Wie ein Wurm kriecht sie in meinen Eingeweiden. Ich will das, was die Hexe mir gezeigt hat. Ich muss diese Fähigkeit haben. All meine Probleme würden sich in Luft auflösen. Einfach so. Ich könnte zu jeder Zeit sein, was ich will. Ich müsste mich nicht für immer entscheiden, könnte Körper tragen wie Kleidung. Jeder Preis scheint gerechtfertigt für so viele Möglichkeiten, für solch eine unendliche Freiheit.

Ich will eine Hexe werden. Ich will zaubern können, mich verwandeln. Und als die Alte mir in die Augen schaut und sie das Glitzern erkennt, kicherte sie leise, dann seufzt sie und sagt: „Folge mir! Es wird wahrlich nicht leicht, aus dir eine Hexe zu machen, geschweige denn eine starke.“

„Warum?“, frage ich und rappele mich auf.

„Die Macht einer Hexe … weißt du, worin sie liegt?“, fragt sie und ich erwidere unüberlegt: „In ihren Warzen?“

„Dummes, dummes Menschenmädchen. Die Macht einer Hexe liegt in ihrer Weiblichkeit“, sagt die Hexe und wirft mir einen giftigen Blick zu. Als ich automatisch ein Abwehrzeichen mache, lacht sie. Und durch ihr Lachen hindurch drängt sich die Erkenntnis.

Und ich bleibe wie vom Donner gerührt stehen.

„Ich sehe, du verstehst das Dilemma, in dem wir uns befinden. Nicht nur, dass du kaum weibliche Formen hast“, ihr Finger bohrt sich wieder mal in meine Brust, „du bist dir hier nicht einmal sicher, ob du weiblich bist oder gar sein willst.“ Und als ihr Finger zwischen meine Augenbraue leicht die Haut ritzt, weiß ich, dass es kein leichter Weg sein wird und dass es eventuell unmöglich für mich sein könnte.

„Aber wir müssen mit dem arbeiten, was uns das Schicksal vorwirft. Und der Junge hat schon recht … ich bin nicht ganz unschuldig an diesem Zustand. Indirekt. Direkt ist er schuld, sein nichtsnutziger Vater und seine sture Mutter. Liebe … pah. Ein Jucken zwischen den Beinen, das war es!“, plappert sie vor sich hin wie eine geistig Abwesende.

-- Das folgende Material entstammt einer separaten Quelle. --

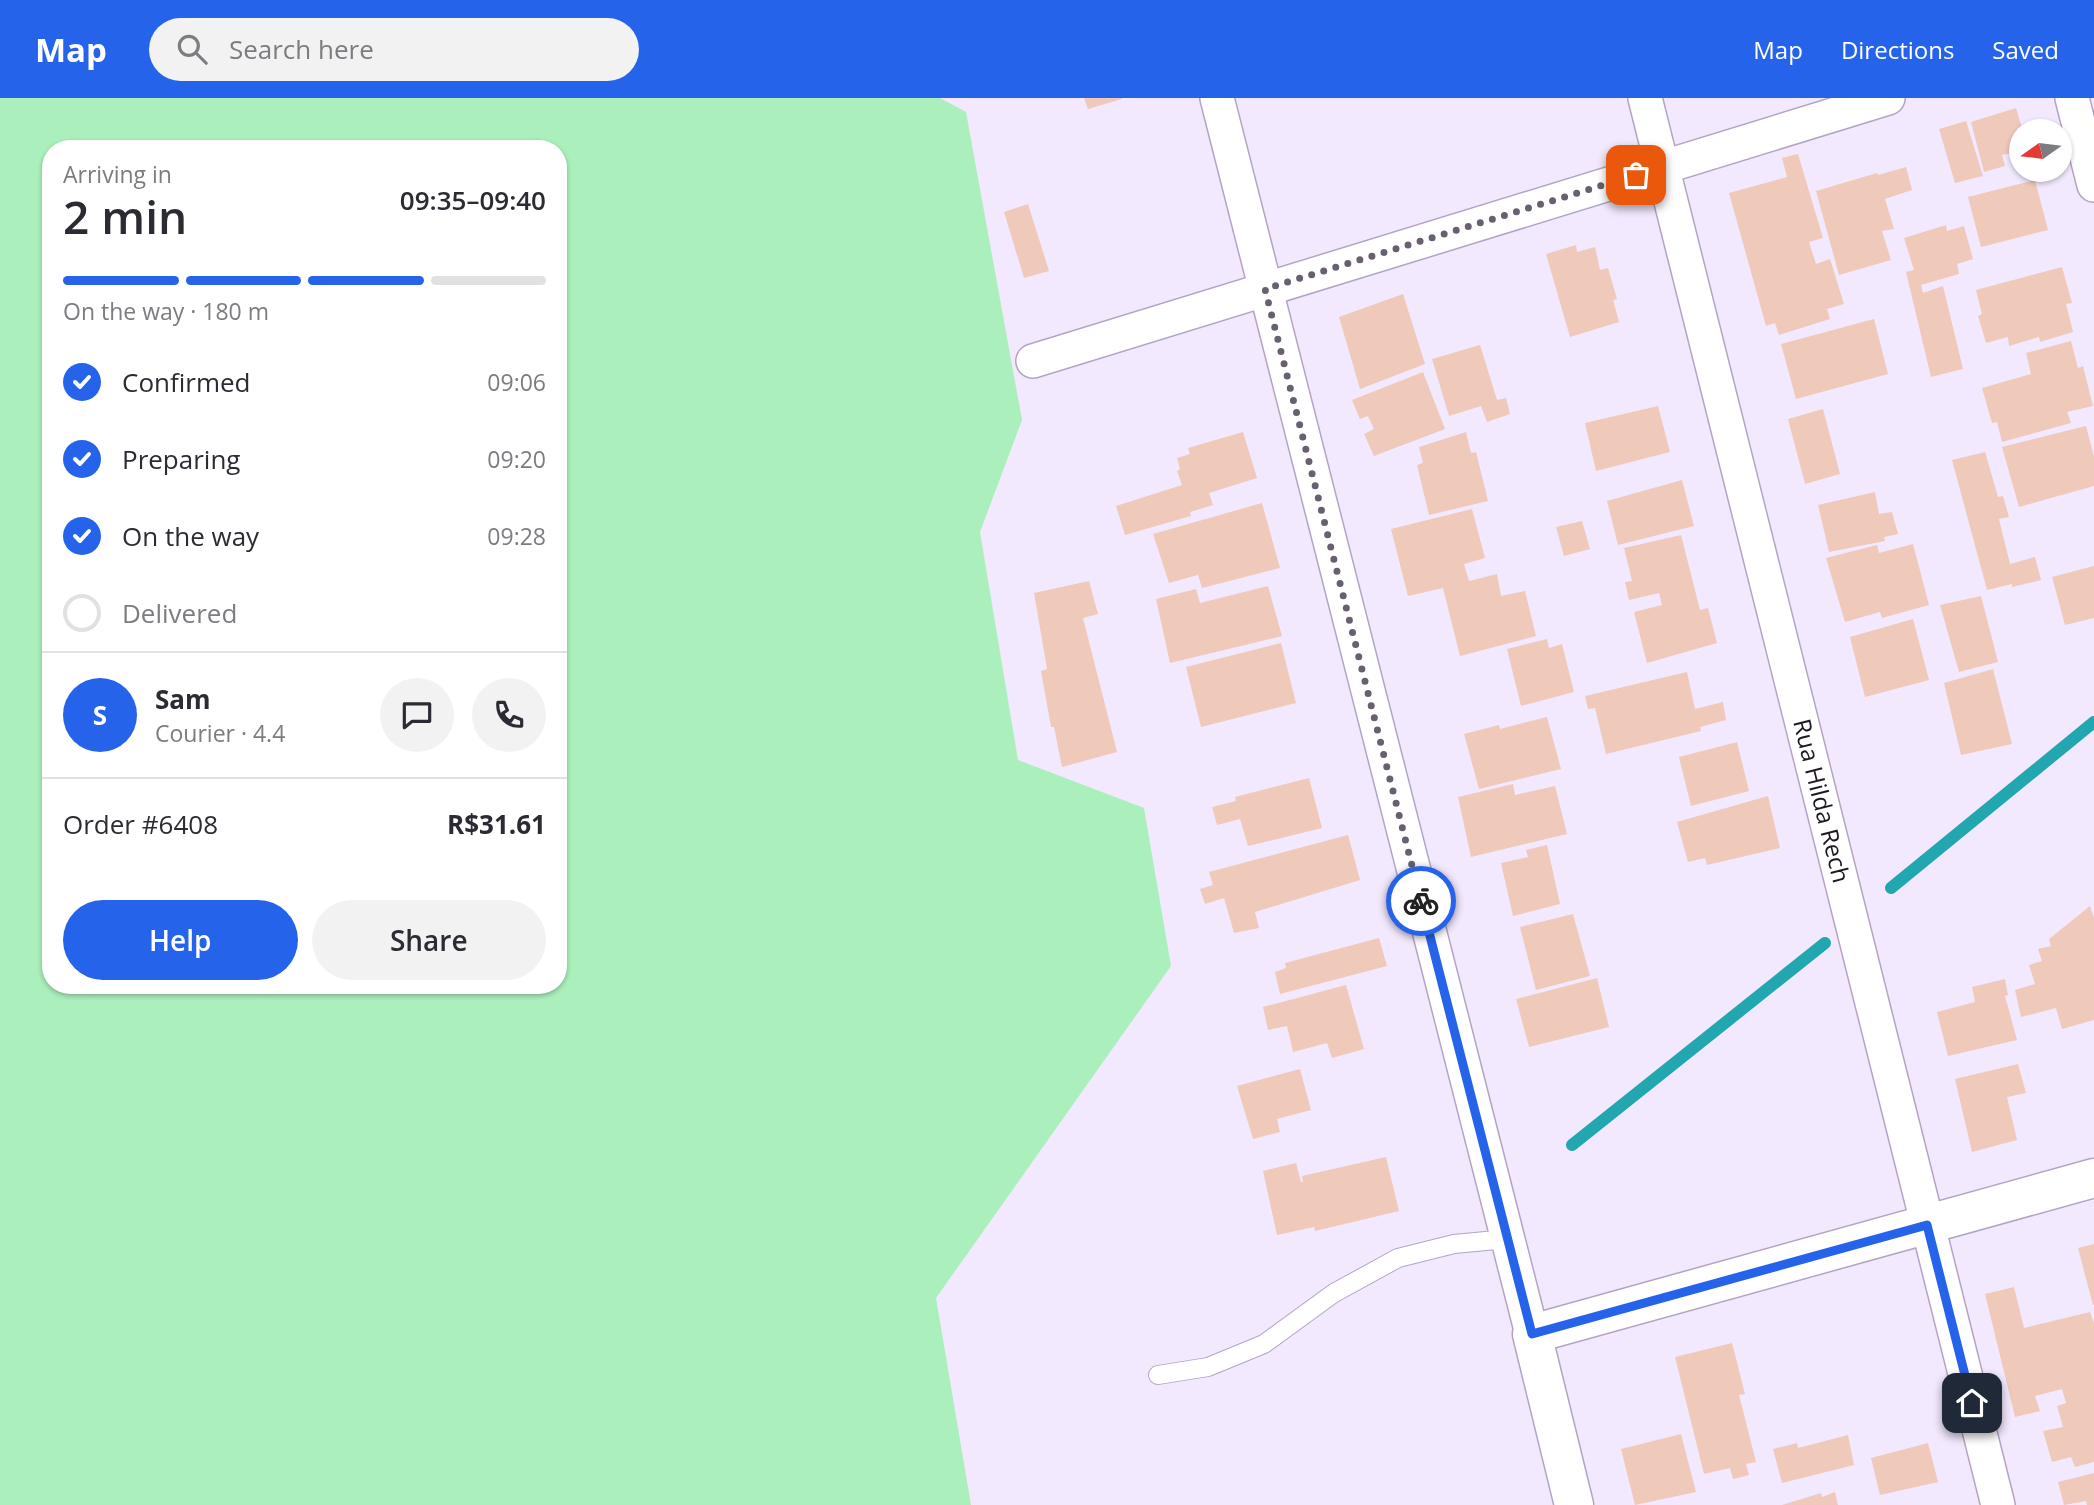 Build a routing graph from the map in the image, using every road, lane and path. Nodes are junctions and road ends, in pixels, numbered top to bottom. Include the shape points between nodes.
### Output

„Was … was meint Ihr damit? Wie könnt Ihr schuld an dem sein, wie ich jetzt bin?“, frage ich vorsichtig. Nicht sicher, ob ich die Antwort wirklich hören möchte.

„Mund halten und mitkommen! Wir fangen mit dem Unterricht an und gehen auf die Suche“, blökt sie mich an.

Ich will etwas sagen, doch so sehr ich es auch versuche, wie weit ich meinen Mund auch aufreiße, es kommt kein Laut heraus. Die verfluchte Hexe hat mir meine Stimme gestohlen. ‚Ich werde dein Geheimnis schon noch aufdecken. Und wenn ich es aus Logan herausprügeln muss‘, denke ich so laut ich kann und wackle bedrohlich mit meinen Augenbrauen, balle meine Hände zu Fäusten und folge ihr doch stumm. Nicht einmal meine Füße geben ein Geräusch von sich.